Define lexical probabilities for each tag of each word.
This file can be generated from a tagged corpus using the script src/utilitities/make-probs-file.perl provided in FreeLing package. See comments in the script file to find out in which format the file must be set.
The probabilities file has six sections:
<UnknownTags>
, <Theeta>
, <Suffixes>
, <SingleTagFreq>
, <ClassTagFreq>
, <FormTagFreq>
. Each section is closed by it corresponding tag </UnknownTags>
, </Theeta>
, </Suffixes>
, </SingleTagFreq>
, </ClassTagFreq>
, </FormTagFreq>
.
<FormTagFreq>
. Probability data of some high frequency forms.
If the word is found in this list, lexical probabilities are computed using data in <FormTagFreq>
section.
The list consists of one form per line, each line with format:
form ambiguity-class, tag1 #observ1 tag2 #observ2 ...
E.g. japonesas AQ-NC AQ 1 NC 0
Form probabilities are smoothed to avoid zero-probabilities.
<ClassTagFreq>
. Probability data of ambiguity classes.
If the word is not found in the <FormTagFreq>
, frequencies for its ambiguity class are used.
The list consists of class per line, each line with format:
class tag1 #observ1 tag2 #observ2 ...
E.g. AQ-NC AQ 2361 NC 2077
Class probabilities are smoothed to avoid zero-probabilities.
<SingleTagFreq>
. Unigram probabilities.
If the ambiguity class is not found in the <ClassTagFreq>
, individual
frequencies for its possible tags are used.
One tag per line, each line with format: tag #observ
E.g. AQ 7462
Tag probabilities are smoothed to avoid zero-probabilities.
<Theeta>
. Value for parameter theeta used in smoothing of tag probabilities based on word suffixes.

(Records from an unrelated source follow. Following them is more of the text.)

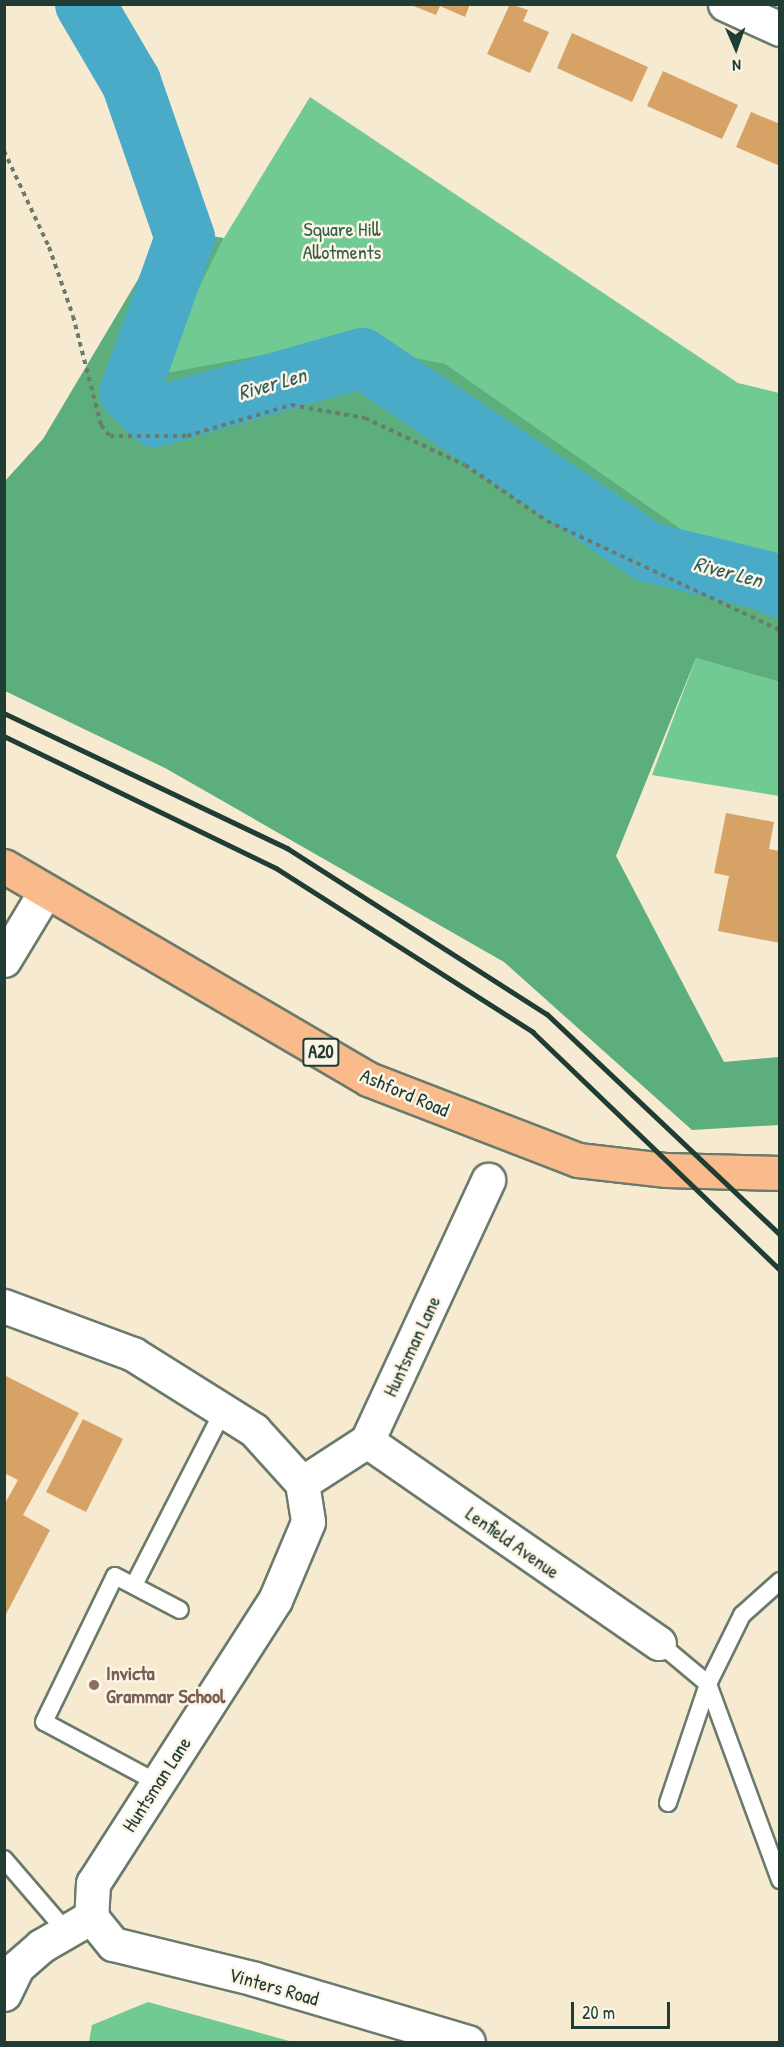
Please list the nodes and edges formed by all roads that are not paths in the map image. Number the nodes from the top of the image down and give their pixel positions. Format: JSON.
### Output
{"nodes":[{"id":1,"x":725,"y":4,"type":"edge"},
{"id":2,"x":780,"y":29,"type":"edge"},
{"id":3,"x":4,"y":866,"type":"edge"},
{"id":4,"x":45,"y":892,"type":"junction"},
{"id":5,"x":4,"y":960,"type":"edge"},
{"id":6,"x":780,"y":1173,"type":"edge"},
{"id":7,"x":488,"y":1180,"type":"dead end"},
{"id":8,"x":4,"y":1306,"type":"edge"},
{"id":9,"x":223,"y":1411,"type":"junction"},
{"id":10,"x":367,"y":1441,"type":"junction"},
{"id":11,"x":302,"y":1483,"type":"junction"},
{"id":12,"x":780,"y":1581,"type":"edge"},
{"id":13,"x":134,"y":1586,"type":"junction"},
{"id":14,"x":180,"y":1610,"type":"dead end"},
{"id":15,"x":659,"y":1643,"type":"joint"},
{"id":16,"x":708,"y":1683,"type":"junction"},
{"id":17,"x":158,"y":1783,"type":"junction"},
{"id":18,"x":668,"y":1803,"type":"dead end"},
{"id":19,"x":4,"y":1859,"type":"edge"},
{"id":20,"x":780,"y":1880,"type":"edge"},
{"id":21,"x":78,"y":1924,"type":"junction"},
{"id":22,"x":4,"y":1994,"type":"edge"},
{"id":23,"x":448,"y":2040,"type":"edge"}],
"edges":[{"from":1,"to":2,"type":"street"},
{"from":3,"to":4,"type":"main road","name":"Ashford Road","number":"A20"},
{"from":4,"to":5,"type":"street"},
{"from":4,"to":6,"type":"main road","name":"Ashford Road","number":"A20"},
{"from":7,"to":10,"type":"street","name":"Huntsman Lane"},
{"from":8,"to":9,"type":"street"},
{"from":9,"to":11,"type":"street"},
{"from":9,"to":13,"type":"lane"},
{"from":10,"to":11,"type":"street"},
{"from":10,"to":15,"type":"street","name":"Lenfield Avenue"},
{"from":11,"to":17,"type":"street","name":"Huntsman Lane"},
{"from":12,"to":16,"type":"lane"},
{"from":13,"to":14,"type":"lane"},
{"from":13,"to":17,"type":"lane"},
{"from":15,"to":16,"type":"lane"},
{"from":16,"to":18,"type":"lane"},
{"from":16,"to":20,"type":"lane"},
{"from":17,"to":21,"type":"street","name":"Huntsman Lane"},
{"from":19,"to":21,"type":"lane"},
{"from":21,"to":22,"type":"street"},
{"from":21,"to":23,"type":"street","name":"Vinters Road"}]}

If the word is not found in dictionary (and so the list of its
possible tags is unknown), the distribution is computed using the
data in the <Theeta>
, <Suffixes>
, and <UnknownTags>
sections.
The section has exactly one line, with one real number.
E.g.
<Theeta>
0.00834
</Theeta>
<Suffixes>
. List of suffixes obtained from a
train corpus, with information about which tags were assigned to
the word with that suffix.
The list has one suffix per line, each line with format: suffix #observ tag1 #observ1 tag2 #observ2 ...
E.g.
orada 133 AQ0FSP 17 VMP00SF 8 NCFS000 108
<UnknownTags>
. List of open-category tags to
consider as possible candidates for any unknown word.
One tag per line, each line with format: tag #observ. The tag is the complete Parole label. The count is the number of occurrences in a training corpus.
E.g. NCMS000 33438
2008-01-24